Ese Quevedo noble y político ambicioso; tan humanista, poeta y erudito; tan chocarrero, ingenioso y maquiavélico; tan lírico, cáustico e insolente; tan barroco, conceptista y desengañado de la vanidad del mundo. Ese Quevedo del siglo xvii, que es también el siglo de Cervantes, Góngora, Lope, Calderón y Sor Juana; de Shakespeare, Jonson y Webster; de Corneille, Molière y Racine; del Greco, Rubens, Velázquez y Rembrandt.

Si ya la crítica ha señalado que las visiones ultraterrenas de Quevedo sugieren los óleos de Bosch —ciertamente pudo haberlos conocido en las colecciones reales—, yo quisiera insistir en sus asombrosos reflejos en la posterior obra de Goya, tanto en las escenas satíricas de los grabados (Caprichos) como en esos personajes y masas grotescamente humanas de ciertos óleos (Pinturas de la Quinta del Sordo).

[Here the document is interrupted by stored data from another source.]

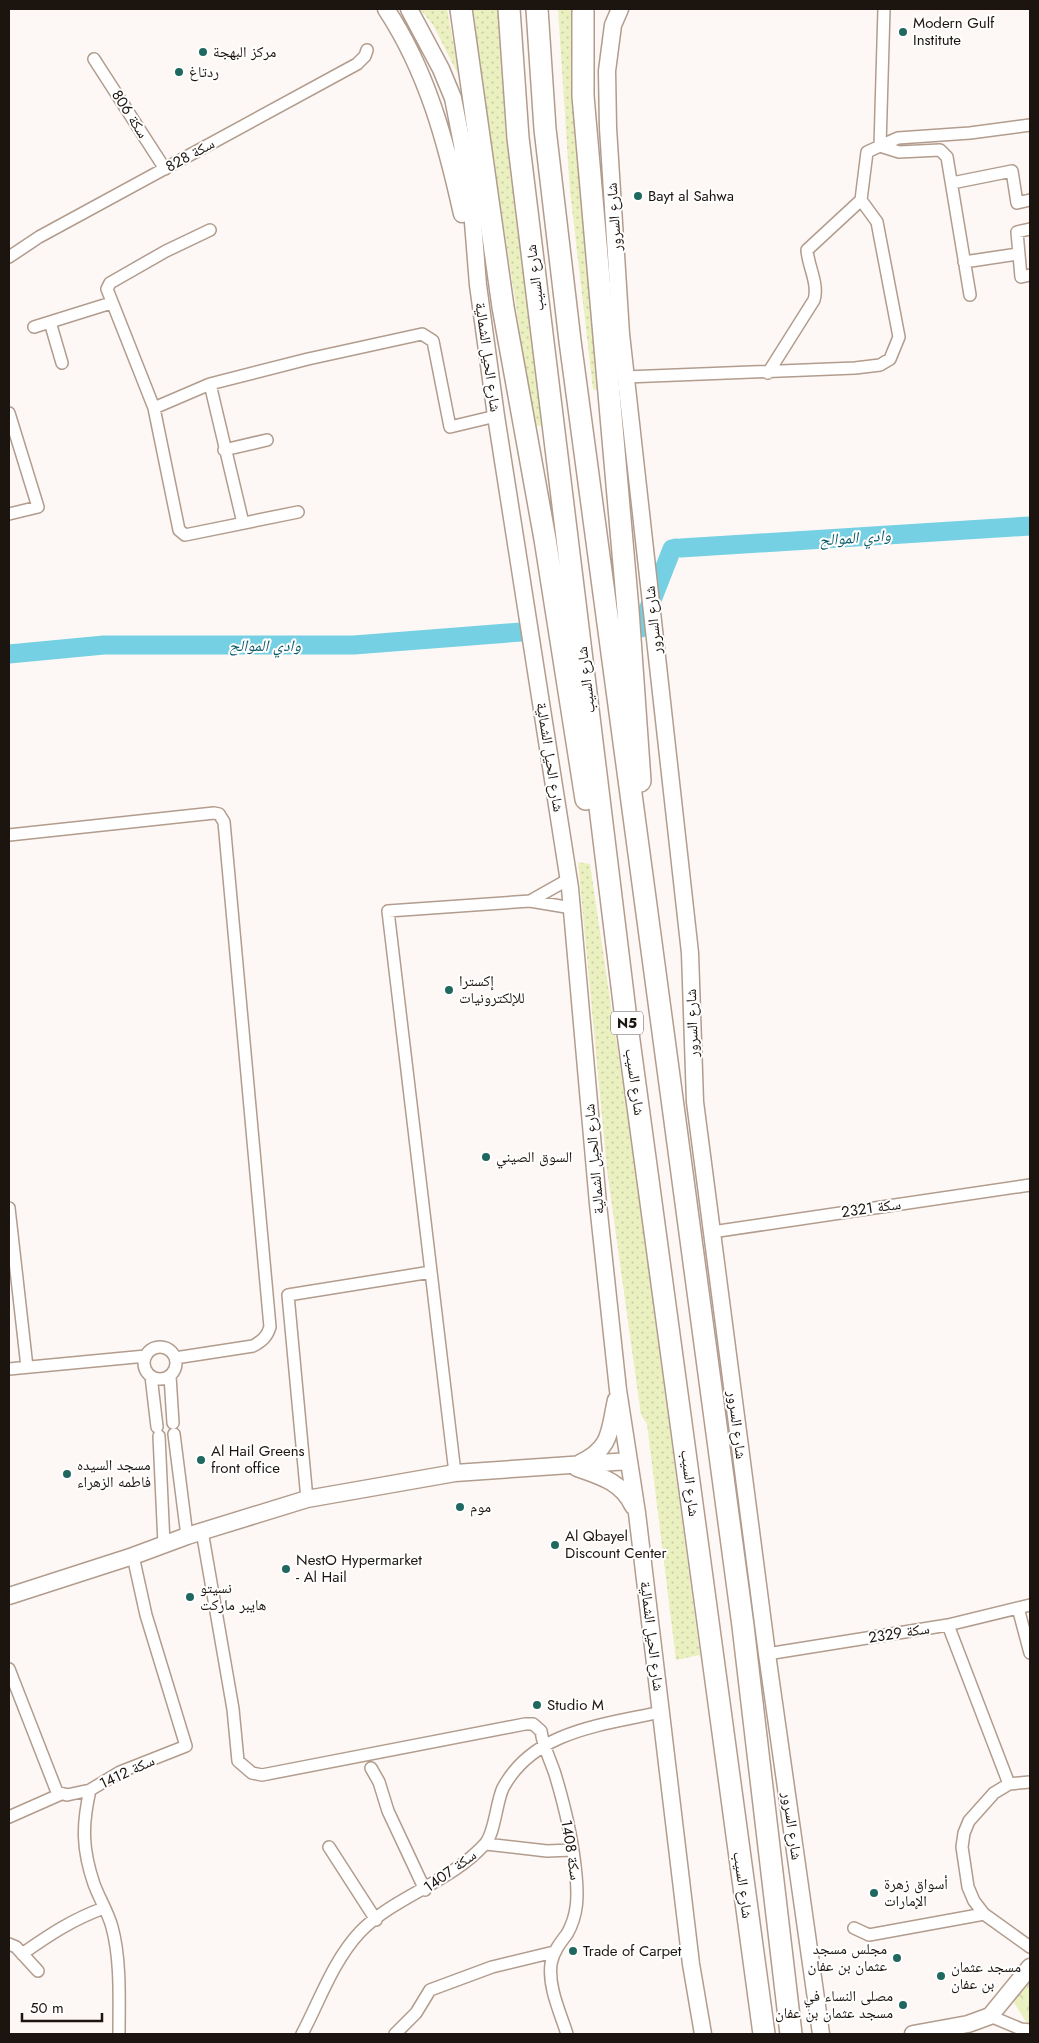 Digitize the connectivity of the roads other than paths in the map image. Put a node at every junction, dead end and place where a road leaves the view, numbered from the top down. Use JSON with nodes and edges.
{"nodes":[{"id":1,"x":386,"y":9,"type":"edge"},
{"id":2,"x":409,"y":9,"type":"edge"},
{"id":3,"x":461,"y":9,"type":"edge"},
{"id":4,"x":509,"y":9,"type":"edge"},
{"id":5,"x":537,"y":9,"type":"edge"},
{"id":6,"x":620,"y":9,"type":"edge"},
{"id":7,"x":884,"y":9,"type":"edge"},
{"id":8,"x":586,"y":10,"type":"edge"},
{"id":9,"x":367,"y":50,"type":"dead end"},
{"id":10,"x":94,"y":59,"type":"dead end"},
{"id":11,"x":1030,"y":125,"type":"edge"},
{"id":12,"x":880,"y":146,"type":"junction"},
{"id":13,"x":165,"y":169,"type":"junction"},
{"id":14,"x":952,"y":183,"type":"junction"},
{"id":15,"x":861,"y":200,"type":"junction"},
{"id":16,"x":1030,"y":200,"type":"edge"},
{"id":17,"x":1030,"y":229,"type":"edge"},
{"id":18,"x":210,"y":230,"type":"dead end"},
{"id":19,"x":10,"y":254,"type":"edge"},
{"id":20,"x":1018,"y":254,"type":"junction"},
{"id":21,"x":964,"y":262,"type":"junction"},
{"id":22,"x":1030,"y":275,"type":"edge"},
{"id":23,"x":478,"y":285,"type":"junction"},
{"id":24,"x":970,"y":295,"type":"dead end"},
{"id":25,"x":111,"y":304,"type":"junction"},
{"id":26,"x":50,"y":322,"type":"junction"},
{"id":27,"x":34,"y":327,"type":"dead end"},
{"id":28,"x":62,"y":363,"type":"dead end"},
{"id":29,"x":768,"y":373,"type":"junction"},
{"id":30,"x":626,"y":378,"type":"junction"},
{"id":31,"x":210,"y":384,"type":"junction"},
{"id":32,"x":154,"y":408,"type":"junction"},
{"id":33,"x":9,"y":413,"type":"edge"},
{"id":34,"x":496,"y":416,"type":"junction"},
{"id":35,"x":268,"y":440,"type":"dead end"},
{"id":36,"x":224,"y":450,"type":"junction"},
{"id":37,"x":298,"y":512,"type":"dead end"},
{"id":38,"x":9,"y":514,"type":"edge"},
{"id":39,"x":243,"y":523,"type":"junction"},
{"id":40,"x":9,"y":836,"type":"edge"},
{"id":41,"x":569,"y":879,"type":"junction"},
{"id":42,"x":644,"y":901,"type":"junction"},
{"id":43,"x":530,"y":902,"type":"junction"},
{"id":44,"x":572,"y":908,"type":"junction"},
{"id":45,"x":625,"y":1011,"type":"junction"},
{"id":46,"x":1030,"y":1185,"type":"edge"},
{"id":47,"x":9,"y":1208,"type":"edge"},
{"id":48,"x":712,"y":1232,"type":"junction"},
{"id":49,"x":11,"y":1251,"type":"edge"},
{"id":50,"x":430,"y":1272,"type":"junction"},
{"id":51,"x":13,"y":1285,"type":"edge"},
{"id":52,"x":146,"y":1356,"type":"junction"},
{"id":53,"x":175,"y":1358,"type":"junction"},
{"id":54,"x":27,"y":1367,"type":"junction"},
{"id":55,"x":9,"y":1370,"type":"edge"},
{"id":56,"x":151,"y":1376,"type":"junction"},
{"id":57,"x":170,"y":1376,"type":"junction"},
{"id":58,"x":618,"y":1390,"type":"junction"},
{"id":59,"x":629,"y":1461,"type":"junction"},
{"id":60,"x":573,"y":1466,"type":"junction"},
{"id":61,"x":455,"y":1473,"type":"junction"},
{"id":62,"x":307,"y":1499,"type":"junction"},
{"id":63,"x":637,"y":1513,"type":"junction"},
{"id":64,"x":195,"y":1533,"type":"junction"},
{"id":65,"x":164,"y":1544,"type":"junction"},
{"id":66,"x":133,"y":1556,"type":"junction"},
{"id":67,"x":9,"y":1596,"type":"edge"},
{"id":68,"x":1030,"y":1605,"type":"edge"},
{"id":69,"x":1018,"y":1608,"type":"junction"},
{"id":70,"x":948,"y":1625,"type":"junction"},
{"id":71,"x":1030,"y":1653,"type":"edge"},
{"id":72,"x":767,"y":1654,"type":"junction"},
{"id":73,"x":9,"y":1669,"type":"edge"},
{"id":74,"x":661,"y":1712,"type":"junction"},
{"id":75,"x":543,"y":1745,"type":"junction"},
{"id":76,"x":371,"y":1768,"type":"dead end"},
{"id":77,"x":1030,"y":1782,"type":"edge"},
{"id":78,"x":1010,"y":1784,"type":"junction"},
{"id":79,"x":90,"y":1790,"type":"junction"},
{"id":80,"x":60,"y":1794,"type":"junction"},
{"id":81,"x":9,"y":1817,"type":"edge"},
{"id":82,"x":486,"y":1844,"type":"junction"},
{"id":83,"x":329,"y":1847,"type":"dead end"},
{"id":84,"x":572,"y":1850,"type":"junction"},
{"id":85,"x":425,"y":1890,"type":"junction"},
{"id":86,"x":104,"y":1908,"type":"junction"},
{"id":87,"x":984,"y":1914,"type":"junction"},
{"id":88,"x":376,"y":1920,"type":"junction"},
{"id":89,"x":854,"y":1928,"type":"dead end"},
{"id":90,"x":9,"y":1944,"type":"edge"},
{"id":91,"x":1030,"y":1947,"type":"edge"},
{"id":92,"x":554,"y":1952,"type":"junction"},
{"id":93,"x":22,"y":1954,"type":"junction"},
{"id":94,"x":1030,"y":1967,"type":"edge"},
{"id":95,"x":38,"y":1971,"type":"dead end"},
{"id":96,"x":990,"y":2016,"type":"junction"},
{"id":97,"x":1030,"y":2030,"type":"edge"},
{"id":98,"x":119,"y":2034,"type":"edge"},
{"id":99,"x":302,"y":2034,"type":"edge"},
{"id":100,"x":395,"y":2034,"type":"edge"},
{"id":101,"x":567,"y":2034,"type":"edge"},
{"id":102,"x":703,"y":2034,"type":"edge"},
{"id":103,"x":764,"y":2034,"type":"edge"},
{"id":104,"x":790,"y":2034,"type":"edge"},
{"id":105,"x":821,"y":2034,"type":"edge"},
{"id":106,"x":913,"y":2034,"type":"edge"}],
"edges":[{"from":1,"to":23,"type":"street","name":"شارع الحيل الشمالية"},
{"from":2,"to":23,"type":"street","name":"شارع الحيل الشمالية"},
{"from":3,"to":45,"type":"highway"},
{"from":4,"to":45,"type":"highway","name":"شارع السيب","number":"N5"},
{"from":5,"to":42,"type":"highway","name":"شارع السيب","number":"N5"},
{"from":6,"to":30,"type":"street","name":"شارع السرور"},
{"from":7,"to":12,"type":"street"},
{"from":8,"to":42,"type":"highway"},
{"from":9,"to":13,"type":"street","name":"سكة 828"},
{"from":10,"to":13,"type":"street","name":"سكة 806"},
{"from":11,"to":12,"type":"street"},
{"from":12,"to":14,"type":"street"},
{"from":12,"to":15,"type":"street"},
{"from":13,"to":19,"type":"street","name":"سكة 828"},
{"from":14,"to":16,"type":"street"},
{"from":14,"to":21,"type":"street"},
{"from":15,"to":29,"type":"street"},
{"from":15,"to":29,"type":"street"},
{"from":17,"to":20,"type":"street"},
{"from":18,"to":25,"type":"street"},
{"from":20,"to":21,"type":"street"},
{"from":20,"to":22,"type":"street"},
{"from":21,"to":24,"type":"street"},
{"from":23,"to":34,"type":"street","name":"شارع الحيل الشمالية"},
{"from":25,"to":26,"type":"street"},
{"from":25,"to":32,"type":"street"},
{"from":26,"to":27,"type":"street"},
{"from":26,"to":28,"type":"street"},
{"from":29,"to":30,"type":"street"},
{"from":30,"to":48,"type":"street","name":"شارع السرور"},
{"from":31,"to":32,"type":"street"},
{"from":31,"to":34,"type":"street"},
{"from":31,"to":36,"type":"street"},
{"from":32,"to":39,"type":"street"},
{"from":33,"to":38,"type":"street"},
{"from":34,"to":41,"type":"street","name":"شارع الحيل الشمالية"},
{"from":35,"to":36,"type":"street"},
{"from":36,"to":39,"type":"street"},
{"from":37,"to":39,"type":"street"},
{"from":40,"to":53,"type":"street"},
{"from":41,"to":43,"type":"street"},
{"from":41,"to":44,"type":"street","name":"شارع الحيل الشمالية"},
{"from":42,"to":104,"type":"highway","name":"شارع السيب","number":"N5"},
{"from":43,"to":44,"type":"street"},
{"from":43,"to":50,"type":"street"},
{"from":44,"to":58,"type":"street","name":"شارع الحيل الشمالية"},
{"from":45,"to":103,"type":"highway","name":"شارع السيب","number":"N5"},
{"from":46,"to":48,"type":"street","name":"سكة 2321"},
{"from":47,"to":49,"type":"street"},
{"from":48,"to":72,"type":"street","name":"شارع السرور"},
{"from":49,"to":51,"type":"street"},
{"from":50,"to":61,"type":"street"},
{"from":50,"to":62,"type":"street"},
{"from":51,"to":54,"type":"street"},
{"from":52,"to":53,"type":"street"},
{"from":52,"to":54,"type":"street"},
{"from":52,"to":56,"type":"street"},
{"from":53,"to":57,"type":"street"},
{"from":54,"to":55,"type":"street"},
{"from":56,"to":57,"type":"street"},
{"from":56,"to":65,"type":"street"},
{"from":57,"to":64,"type":"street"},
{"from":58,"to":59,"type":"street","name":"شارع الحيل الشمالية"},
{"from":58,"to":60,"type":"street"},
{"from":59,"to":60,"type":"street"},
{"from":59,"to":63,"type":"street","name":"شارع الحيل الشمالية"},
{"from":60,"to":61,"type":"street"},
{"from":60,"to":63,"type":"street"},
{"from":61,"to":62,"type":"street"},
{"from":62,"to":64,"type":"street"},
{"from":63,"to":74,"type":"street","name":"شارع الحيل الشمالية"},
{"from":64,"to":65,"type":"street"},
{"from":64,"to":75,"type":"street","name":"سكة 1408"},
{"from":65,"to":66,"type":"street"},
{"from":66,"to":67,"type":"street"},
{"from":66,"to":79,"type":"street","name":"سكة 1412"},
{"from":68,"to":69,"type":"street","name":"سكة 2329"},
{"from":69,"to":70,"type":"street","name":"سكة 2329"},
{"from":69,"to":71,"type":"street"},
{"from":70,"to":72,"type":"street","name":"سكة 2329"},
{"from":70,"to":78,"type":"street"},
{"from":72,"to":105,"type":"street","name":"شارع السرور"},
{"from":73,"to":80,"type":"street"},
{"from":74,"to":75,"type":"street","name":"سكة 1407"},
{"from":74,"to":102,"type":"street","name":"شارع الحيل الشمالية"},
{"from":75,"to":82,"type":"street","name":"سكة 1407"},
{"from":75,"to":84,"type":"street","name":"سكة 1408"},
{"from":76,"to":85,"type":"street"},
{"from":77,"to":78,"type":"street"},
{"from":78,"to":87,"type":"street"},
{"from":79,"to":80,"type":"street"},
{"from":79,"to":86,"type":"street","name":"سكة 1412"},
{"from":80,"to":81,"type":"street"},
{"from":82,"to":84,"type":"street"},
{"from":82,"to":85,"type":"street","name":"سكة 1407"},
{"from":83,"to":88,"type":"street"},
{"from":84,"to":92,"type":"street","name":"سكة 1408"},
{"from":85,"to":88,"type":"street","name":"سكة 1407"},
{"from":86,"to":93,"type":"street"},
{"from":86,"to":98,"type":"street","name":"سكة 1412"},
{"from":87,"to":89,"type":"street"},
{"from":87,"to":91,"type":"street"},
{"from":88,"to":99,"type":"street","name":"سكة 1407"},
{"from":90,"to":93,"type":"street"},
{"from":92,"to":100,"type":"street"},
{"from":92,"to":101,"type":"street","name":"سكة 1408"},
{"from":93,"to":95,"type":"street"},
{"from":94,"to":96,"type":"street"},
{"from":96,"to":97,"type":"street"},
{"from":96,"to":106,"type":"street"}]}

En el Sueño del infierno es clara la repugnancia frente a las figuras demoníacas y los tormentos; pero ese horror es menor frente a la visión lúcida y reveladora o a la sátira aguda y universal. El infierno expresado por un artista es una concepción humana y un espejo deformante a partir de la realidad. Casi cinco siglos han pasado desde la composición del Sueño quevedesco y sin duda algunos aspectos de su visión nos pueden parecer de otro tiempo; no obstante, en la lectura comprobamos que las más de las veces sus sátiras son, por fortuna o por desgracia, profundamente actuales e ineludibles en la sociedad en la que nos ha tocado vivir y acaso sufrir.